There is no such thing as "resinous" or "vitreous" impulse. These are ancient names for positive and negative electrical charges. In our ordinary environment we only deal with electrons (negative charges) and "lack of electrons" (positive charges, holes). We _never_ see "naked positive charges" unless we are working with protons directly. A "positively charged" thing has fewer than normal electrons, a "negatively charged" thing has excess electrons. A spark consists of a plasma produced by a stream of negative charges -- electrons -- moving from the negatively charged item to the positively charged item, and to a lesser extent, positive ions (air gas molecules stripped of one or more electrons) moving in the other direction. Yes, when you have some inductance along with capacitance, a spark will reverse polarity many times per second as the tank circuit rings down in voltage. This means the polarity of the gap electrodes alternates back and forth, positive and negative, at the ring frequency. Yes, the currents are 180 degrees out of phase then, going back and forth across the gap, possibly at GHz frequencies if capacitance and inductance are small. The energy sloshes back and forth between capacitance (electric field) and inductance (magnetic field) and a little bit dissipates at each cycle until the voltage drops to the point where it can no longer break down the gap. Yes, a spark gap also produces broadband noise in addition to its tank ringdown frequency.

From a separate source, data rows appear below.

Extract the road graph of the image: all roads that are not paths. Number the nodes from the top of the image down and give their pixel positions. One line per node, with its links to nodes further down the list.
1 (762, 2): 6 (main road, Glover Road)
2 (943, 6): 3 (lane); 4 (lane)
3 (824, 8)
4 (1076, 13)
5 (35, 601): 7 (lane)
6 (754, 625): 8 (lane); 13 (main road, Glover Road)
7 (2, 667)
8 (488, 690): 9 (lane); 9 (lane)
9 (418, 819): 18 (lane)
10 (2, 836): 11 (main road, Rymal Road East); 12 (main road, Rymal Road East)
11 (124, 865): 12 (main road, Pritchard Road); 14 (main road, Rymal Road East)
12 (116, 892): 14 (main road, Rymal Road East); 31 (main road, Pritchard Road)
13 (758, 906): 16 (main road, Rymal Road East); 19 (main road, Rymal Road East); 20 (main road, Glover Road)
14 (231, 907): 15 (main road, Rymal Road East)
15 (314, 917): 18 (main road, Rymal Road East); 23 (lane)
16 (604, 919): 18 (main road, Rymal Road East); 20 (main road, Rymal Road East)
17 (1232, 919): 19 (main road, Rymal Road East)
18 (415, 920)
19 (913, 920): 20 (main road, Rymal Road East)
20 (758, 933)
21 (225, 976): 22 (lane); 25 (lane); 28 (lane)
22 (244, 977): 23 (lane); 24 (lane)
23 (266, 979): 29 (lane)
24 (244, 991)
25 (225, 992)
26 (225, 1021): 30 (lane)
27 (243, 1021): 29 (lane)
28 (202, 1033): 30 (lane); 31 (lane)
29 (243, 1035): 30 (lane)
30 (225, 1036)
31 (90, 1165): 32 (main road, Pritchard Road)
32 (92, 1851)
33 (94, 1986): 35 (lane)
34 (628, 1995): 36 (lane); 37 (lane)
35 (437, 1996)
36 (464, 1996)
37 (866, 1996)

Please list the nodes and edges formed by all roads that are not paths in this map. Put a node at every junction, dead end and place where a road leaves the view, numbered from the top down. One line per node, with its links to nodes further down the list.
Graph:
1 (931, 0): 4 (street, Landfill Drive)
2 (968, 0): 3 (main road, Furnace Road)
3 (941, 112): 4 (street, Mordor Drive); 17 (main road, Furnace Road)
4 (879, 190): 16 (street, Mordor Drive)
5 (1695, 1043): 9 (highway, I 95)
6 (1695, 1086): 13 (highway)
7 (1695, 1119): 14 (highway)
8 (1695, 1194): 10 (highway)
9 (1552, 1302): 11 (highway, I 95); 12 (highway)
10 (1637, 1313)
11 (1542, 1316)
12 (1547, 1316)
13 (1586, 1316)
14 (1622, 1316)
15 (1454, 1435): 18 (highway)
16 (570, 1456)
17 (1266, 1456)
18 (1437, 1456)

Do what you like, interpret things however you like, but please don't mislead people into thinking that Leyden jars charged to hundreds of kV are going to be "safe".


Some 500+ kV sparks:

TinselKoala

Using a small neon (NE-2) bulb to find the polarity of an ES generator:

http://www.youtube.com/watch?v=DpoTGdbcUzE

The VDG machine polarity is determined by the materials of the belt and the top and bottom rollers, depending on their positions on the triboelectric scale. The pingpong ball itself changes polarity each time it strikes the box endplates and is repelled by the one it just struck and is attracted to the one it is about to strike. The ball in this case is actually a current-carrier! This is a "model" of some of what happens in an electrostatic spark gap when an actual spark occurs.

Cherryman


Tnx TK for weighing in.


Back to my power supply strubbles...   

Still something is off...


I can not get anything to rotate, even not a lightweight cup with some alufoil on it, with almost no friction.
It works when i near it with a PVC pipe , wrubbed with a cloth, it turns easaly.
But with the plasma ball power supply..  Nothing wants to move.


I tried plates, brushes, wirepoints..  al i can think off.


Could the Plasma ball be also AC HV ??????